Despite having all this time supposedly on my hands, I'm finding it challenging to remember or find time for the online music programs I've written down. Sometimes I don't even try to catch up later, but I did so for the Menlo festival. For the three weeks this would have been running in the alternate universe, they put up usually two videos a day. The run ended a week ago, and I've just now finished catching up, which is a good thing because I understand they're taking the videos down tomorrow.
Some of the videos consist of or include current social-media interviews, which can occasionally be worthwhile when they get off the mutual congratulations bandwagon and talk about music, but many are clips from performances from the past 4 or 5 years' festivals. And then there are the masterclass sessions from the same period. In each, two sets of younger performers play a movement they've been working on, and then the teacher, one of the senior performers, critiques them for half an hour.
I find that, even spread over days as they are when live, there's a limit to how much of these I can take. After a while you get tired of listening to the teacher yammering away about niggles and just want to hear the students play without interruption again. But these recordings - there's 12 of them among the video offerings - are supposed to be of the best sessions over several years, and I got through most of them, at least in part.
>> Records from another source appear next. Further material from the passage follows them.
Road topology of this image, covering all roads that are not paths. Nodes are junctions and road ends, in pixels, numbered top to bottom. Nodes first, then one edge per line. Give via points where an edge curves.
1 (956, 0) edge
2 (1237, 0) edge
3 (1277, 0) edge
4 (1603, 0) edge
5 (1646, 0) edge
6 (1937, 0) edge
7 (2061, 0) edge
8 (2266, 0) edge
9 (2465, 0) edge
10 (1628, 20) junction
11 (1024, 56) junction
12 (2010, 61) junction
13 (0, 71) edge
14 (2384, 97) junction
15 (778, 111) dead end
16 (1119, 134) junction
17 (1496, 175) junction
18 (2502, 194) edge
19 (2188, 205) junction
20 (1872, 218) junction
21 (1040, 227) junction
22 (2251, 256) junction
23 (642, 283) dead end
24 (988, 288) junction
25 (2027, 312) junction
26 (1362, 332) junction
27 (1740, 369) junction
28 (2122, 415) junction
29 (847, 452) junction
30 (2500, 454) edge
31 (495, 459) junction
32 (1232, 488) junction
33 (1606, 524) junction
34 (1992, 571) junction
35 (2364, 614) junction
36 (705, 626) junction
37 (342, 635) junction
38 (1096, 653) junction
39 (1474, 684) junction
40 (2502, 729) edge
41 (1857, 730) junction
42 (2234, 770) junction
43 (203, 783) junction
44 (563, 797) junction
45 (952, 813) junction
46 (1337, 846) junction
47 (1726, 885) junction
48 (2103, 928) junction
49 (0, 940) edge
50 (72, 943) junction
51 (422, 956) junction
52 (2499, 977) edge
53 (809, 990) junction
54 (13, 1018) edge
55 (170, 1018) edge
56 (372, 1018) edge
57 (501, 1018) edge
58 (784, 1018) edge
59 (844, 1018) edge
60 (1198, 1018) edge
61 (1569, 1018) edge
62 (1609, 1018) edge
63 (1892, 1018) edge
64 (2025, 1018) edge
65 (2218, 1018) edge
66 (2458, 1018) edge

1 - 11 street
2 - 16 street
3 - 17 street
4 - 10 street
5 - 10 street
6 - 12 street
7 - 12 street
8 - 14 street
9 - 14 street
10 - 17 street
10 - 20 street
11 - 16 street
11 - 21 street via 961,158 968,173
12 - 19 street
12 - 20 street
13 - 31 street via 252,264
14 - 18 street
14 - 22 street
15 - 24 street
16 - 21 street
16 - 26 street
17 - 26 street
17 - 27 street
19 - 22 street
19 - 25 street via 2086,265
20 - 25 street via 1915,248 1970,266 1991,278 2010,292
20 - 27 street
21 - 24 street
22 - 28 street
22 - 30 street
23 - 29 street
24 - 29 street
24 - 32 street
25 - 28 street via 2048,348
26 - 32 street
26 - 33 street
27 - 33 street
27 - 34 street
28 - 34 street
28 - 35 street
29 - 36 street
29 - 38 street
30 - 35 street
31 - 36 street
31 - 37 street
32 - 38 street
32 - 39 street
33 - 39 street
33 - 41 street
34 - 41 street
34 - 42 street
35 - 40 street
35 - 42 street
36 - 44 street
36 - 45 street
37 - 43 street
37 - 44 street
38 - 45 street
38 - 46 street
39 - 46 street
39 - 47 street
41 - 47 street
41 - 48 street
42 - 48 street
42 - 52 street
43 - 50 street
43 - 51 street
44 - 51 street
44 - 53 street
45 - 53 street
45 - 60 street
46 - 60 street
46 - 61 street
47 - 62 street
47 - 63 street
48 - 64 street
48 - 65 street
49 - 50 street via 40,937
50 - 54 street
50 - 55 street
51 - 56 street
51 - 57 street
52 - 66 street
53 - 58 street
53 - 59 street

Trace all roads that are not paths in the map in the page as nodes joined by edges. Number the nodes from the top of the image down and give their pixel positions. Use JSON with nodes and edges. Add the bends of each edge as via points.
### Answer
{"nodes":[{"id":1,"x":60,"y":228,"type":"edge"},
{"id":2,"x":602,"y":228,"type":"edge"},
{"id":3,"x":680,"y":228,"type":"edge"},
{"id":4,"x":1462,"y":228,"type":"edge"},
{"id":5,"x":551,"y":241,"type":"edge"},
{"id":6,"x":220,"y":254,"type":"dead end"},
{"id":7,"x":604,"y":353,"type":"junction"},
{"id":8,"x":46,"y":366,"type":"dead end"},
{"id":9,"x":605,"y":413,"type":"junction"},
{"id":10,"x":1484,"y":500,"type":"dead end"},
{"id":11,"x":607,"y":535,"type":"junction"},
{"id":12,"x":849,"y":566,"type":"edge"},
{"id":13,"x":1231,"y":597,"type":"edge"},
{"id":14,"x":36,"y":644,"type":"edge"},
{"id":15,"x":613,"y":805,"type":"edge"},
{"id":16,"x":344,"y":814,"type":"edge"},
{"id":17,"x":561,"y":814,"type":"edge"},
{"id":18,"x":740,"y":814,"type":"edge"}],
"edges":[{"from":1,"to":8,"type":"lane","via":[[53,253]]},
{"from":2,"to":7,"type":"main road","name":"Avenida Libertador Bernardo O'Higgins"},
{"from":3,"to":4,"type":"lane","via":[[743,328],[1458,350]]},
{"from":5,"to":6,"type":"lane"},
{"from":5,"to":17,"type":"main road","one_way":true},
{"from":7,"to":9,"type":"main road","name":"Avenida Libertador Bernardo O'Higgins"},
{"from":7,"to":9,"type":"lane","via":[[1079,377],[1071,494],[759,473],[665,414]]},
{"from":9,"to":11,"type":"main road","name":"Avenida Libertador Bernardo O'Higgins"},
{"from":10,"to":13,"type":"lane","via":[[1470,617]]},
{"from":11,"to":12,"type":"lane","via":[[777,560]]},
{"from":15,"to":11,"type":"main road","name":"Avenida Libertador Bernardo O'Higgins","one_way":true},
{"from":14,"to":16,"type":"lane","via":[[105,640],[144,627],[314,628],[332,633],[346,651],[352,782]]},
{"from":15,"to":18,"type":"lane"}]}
I thought it would be handy to be systematic and note which teachers I thought were not necessarily the best teachers, but the most agreeable to listen to, so that I'll be prepared for what to pick to attend when the festival resumes. Turned out I liked Jon Kimura Parker and Soovin Kim the best. The Calidore Quartet as group teachers were also fabulous. They were most likely to discuss broad aspects of the music in an interesting and coherent manner, and not focus as much as the others on minor points of performance practice, in many of which cases endless niggling left the performers sounding much like they did before. Too many did this, or concentrated on their own instrument to the detriment of the rest of the ensemble, or illustrated how passages should go by singing them, which is never edifying. The poorest was Keith Robinson, who couldn't express himself in words very well at all.
Also among the videos I liked the interview with hornist Radovan Vlatkovic, who talked lucidly about the slow movement of the Brahms Horn Trio he was then heard playing in; and the final collection of selections from the Young Performers Concerts, which included the first movements of Schubert's Death & the Maiden and Dvorak's American Quartets, and the whole second half of the Mendelssohn Octet, all delightful to hear.